10 essential steps to start selling a company
By following these steps, you are guaranteed to be fully equipped when it comes time to sell your brainchild.
- Formulate common goals for shareholders and management, who should share a vision for the sale process.
- Selection of a team of M&A specialists. Complement the strengths of your company with an experienced team of professionals.
- Develop a sales process plan to meet deadlines and provide necessary funding and resources.
- Structure financial data: focus on key economic indicators and management tools, and confirm the relevance of the data.
- Predict financial performance, and tell about the growth and profitability of the company in the future.
- Conduct Due Diligence, and evaluate the business (and its value) from the point of view of a potential investor.
- Based on the results of Due Diligence, the forecast of financial indicators and the general state of the market determine the most probable range of the company’s value.
- Identify various options for the structure of the deal and possible trade-offs.
- Estimate profit after taxes.
- Revisit your deal goals and adjust them as needed.
It seems simple, but it can take you months of work.
Think Like a Buyer
99% of investors are interested in the number of benefits in case of dismissal of employees, the existence of an obligation to provide jobs for key management, the conditions for concluding collective agreements, and other commitments about personnel
Good preparation starts with seeing the sale from the buyer’s point of view, what he expects from the transaction, what factors may influence his decision, and what arguments he will use to discount the price. It is essential to consider not only the apparent market and business conditions but also the situational factors of key participants in the transaction (for example, family circumstances) and the unique aspects of the particular business offered for sale.

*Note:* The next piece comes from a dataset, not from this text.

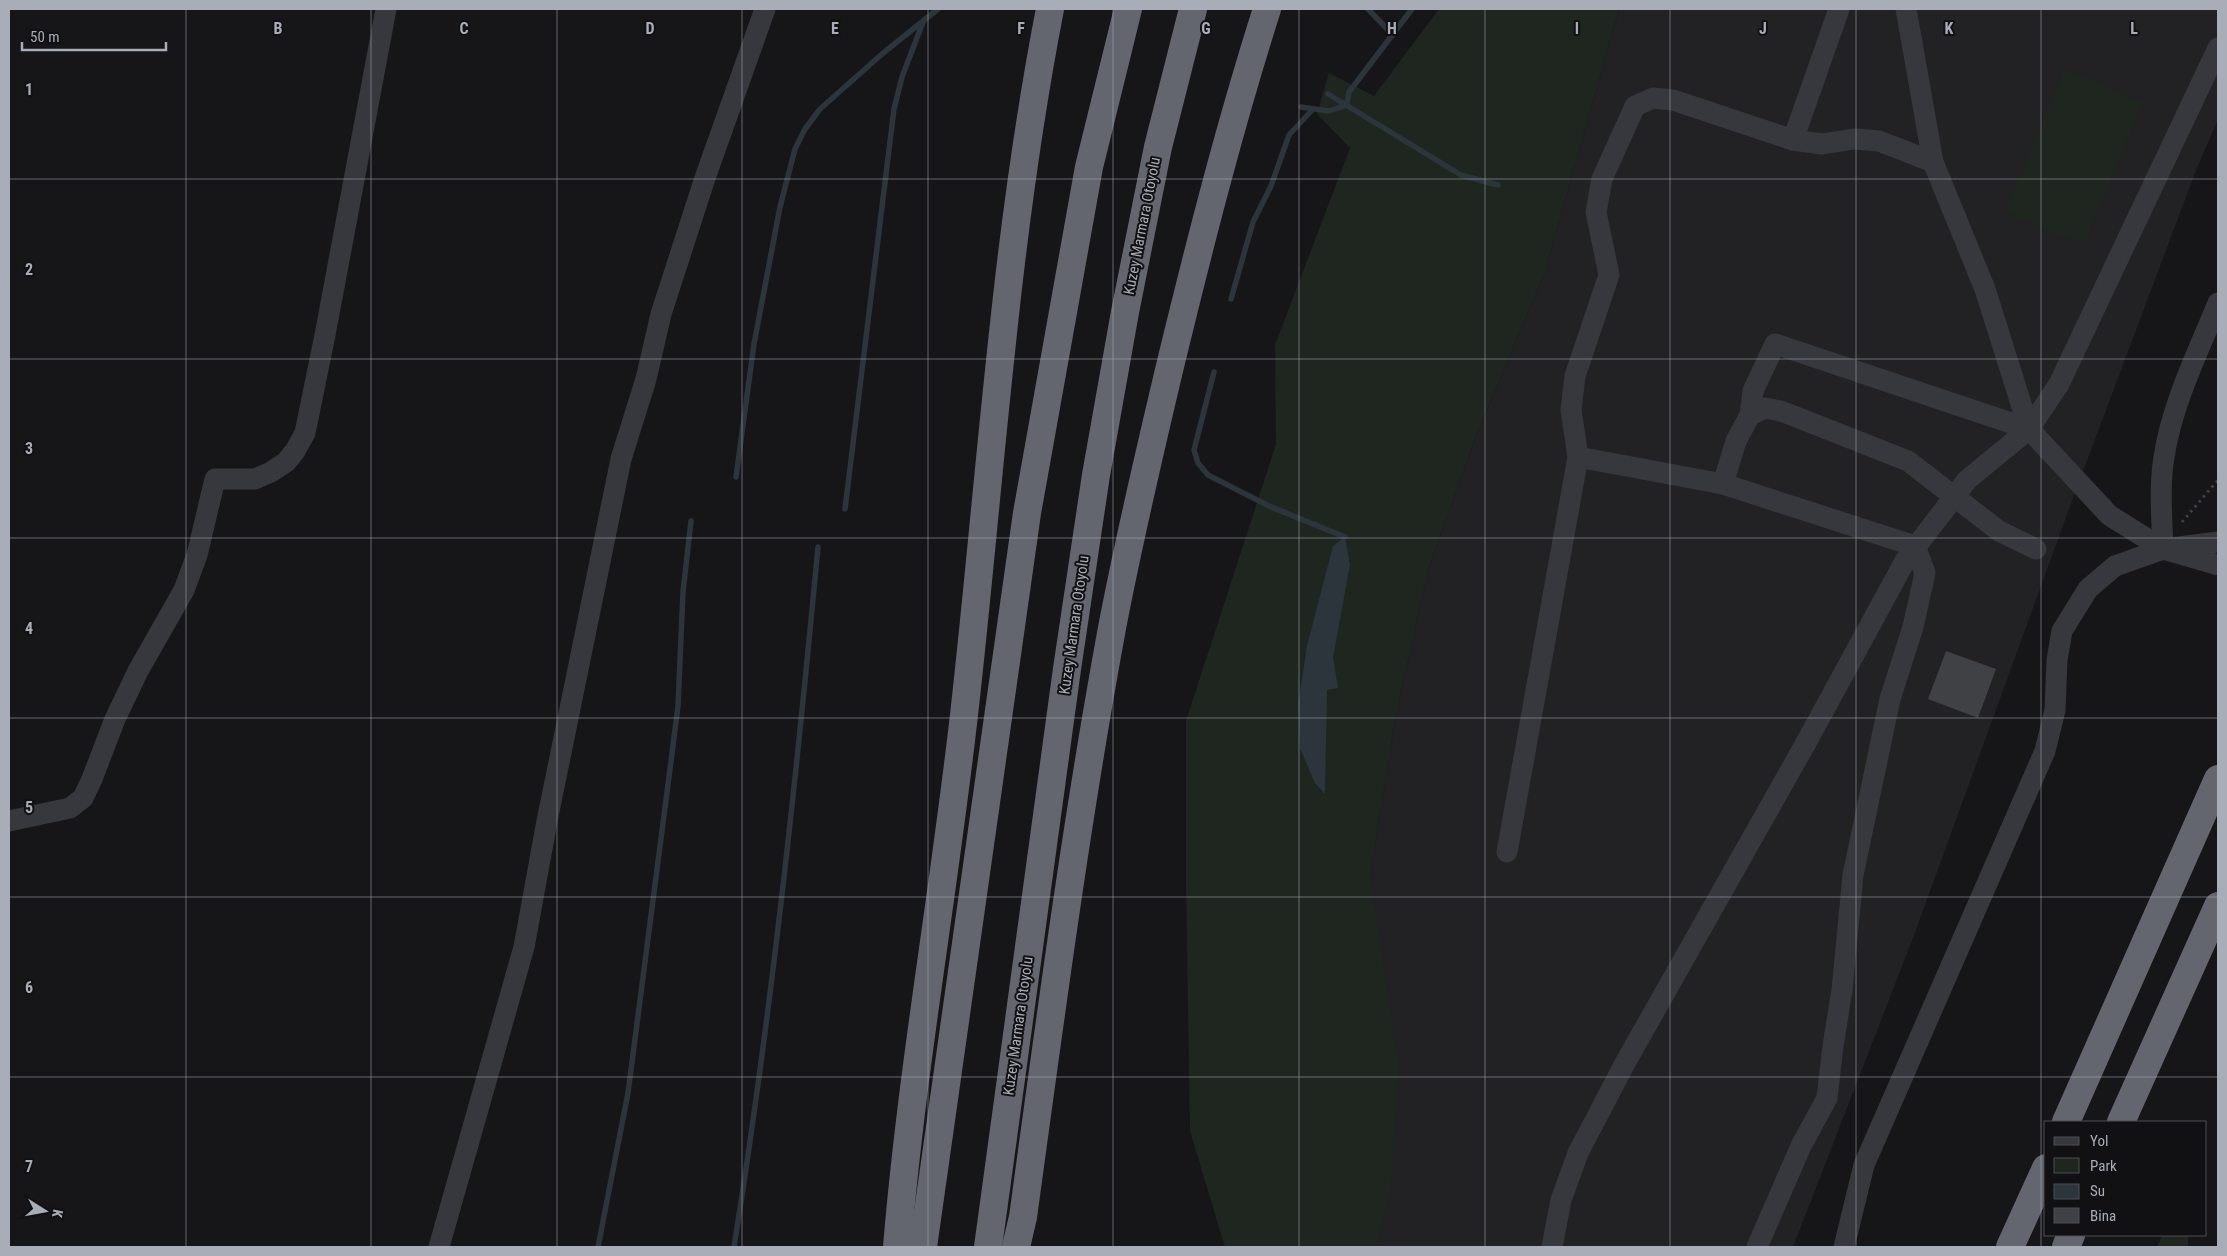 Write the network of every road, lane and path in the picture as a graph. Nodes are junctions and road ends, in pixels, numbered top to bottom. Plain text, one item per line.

Formulating clear goals for the sale of a business is not as easy as it seems at first glance since it is often necessary to consider the interests of each of the shareholders, their family members, and employees. For example, we often encounter an internal conflict of a shareholder who wants to simultaneously increase the company’s value, no matter how much time it takes, and close the deal as quickly as possible. Another difficulty may be associated, for example, with the incompatibility of the owners’ wishes when they pursue different goals simultaneously – from raising prices to the well-being of employees.
Out-of-control events can disrupt the sale process and distort the company’s value. Therefore, preparation for the sale process should begin with selecting an experienced team of M&A consultants. Experts will be able to control the entire transaction process, prevent deterioration of the company’s operational efficiency, help maximize the value of the transaction and, most importantly, predict uncontrollable events and manage risks.

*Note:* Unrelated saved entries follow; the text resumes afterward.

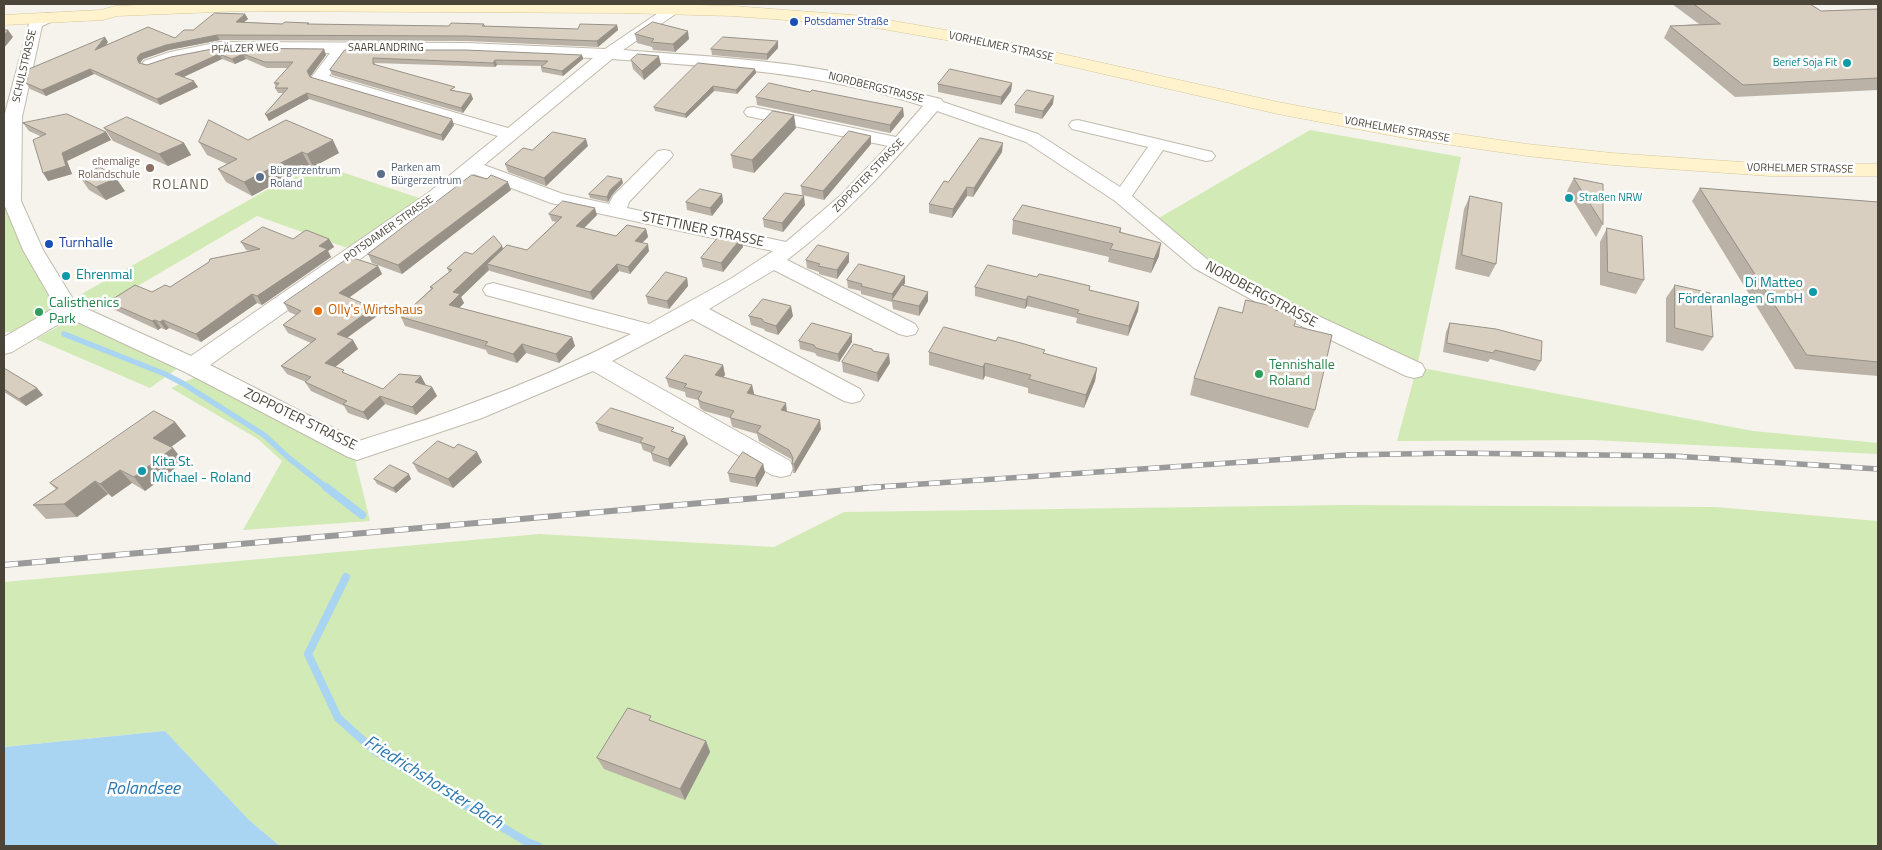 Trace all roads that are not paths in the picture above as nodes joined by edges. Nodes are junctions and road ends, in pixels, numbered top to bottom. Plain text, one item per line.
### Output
1 (672, 10) junction
2 (52, 16) junction
3 (4, 20) edge
4 (342, 48) junction
5 (608, 54) junction
6 (150, 64) edge
7 (935, 103) junction
8 (753, 112) dead end
9 (8, 118) edge
10 (1078, 125) dead end
11 (510, 134) junction
12 (902, 143) junction
13 (1159, 144) junction
14 (664, 155) dead end
15 (1206, 156) dead end
16 (472, 167) junction
17 (1878, 170) edge
18 (1122, 198) junction
19 (8, 202) edge
20 (617, 211) junction
21 (782, 255) junction
22 (493, 290) dead end
23 (68, 309) junction
24 (693, 310) junction
25 (908, 329) dead end
26 (652, 332) junction
27 (4, 347) edge
28 (594, 361) junction
29 (193, 366) junction
30 (1414, 370) dead end
31 (852, 395) dead end
32 (781, 468) dead end

1 - 2 main road, VORHELMER STRASSE
1 - 5 street, POTSDAMER STRASSE
1 - 17 main road, VORHELMER STRASSE
2 - 3 main road, VORHELMER STRASSE
2 - 9 street, SCHULSTRASSE
4 - 5 street, SAARLANDRING
4 - 6 street, PFÄLZER WEG
4 - 11 street, SAARLANDRING
5 - 7 street, NORDBERGSTRASSE
5 - 11 street, POTSDAMER STRASSE
7 - 12 street, ZOPPOTER STRASSE
7 - 18 street, NORDBERGSTRASSE
8 - 12 street
9 - 19 street, SCHULSTRASSE
10 - 13 street
11 - 16 street, POTSDAMER STRASSE
12 - 21 street, ZOPPOTER STRASSE
13 - 15 street
13 - 18 street
14 - 20 street
16 - 20 street, STETTINER STRASSE
16 - 29 street, POTSDAMER STRASSE
18 - 30 street, NORDBERGSTRASSE
19 - 23 street, SCHULSTRASSE
20 - 21 street, STETTINER STRASSE
21 - 24 street, ZOPPOTER STRASSE
21 - 25 street
22 - 26 street
23 - 27 street
23 - 29 street, ZOPPOTER STRASSE
24 - 26 street, ZOPPOTER STRASSE
24 - 31 street
26 - 28 street, ZOPPOTER STRASSE
28 - 29 street, ZOPPOTER STRASSE
28 - 32 street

Carrying out Due Diligence and personnel issue
The initial preparation for the sale begins with the Due Diligence process – a detailed independent audit of the company’s key indicators. The primary purpose of the audit is to identify and “cure” risks that may lead to a price reduction. First, due Diligence lays the foundation for sale by improving weak areas: technology, people, customer structure, contracts, valuation models or financial statements, etc. Later, closer to the sale itself, Due Diligence will lead the buyer and seller to a deep understanding of all the nuances they need to study for successful transaction completion.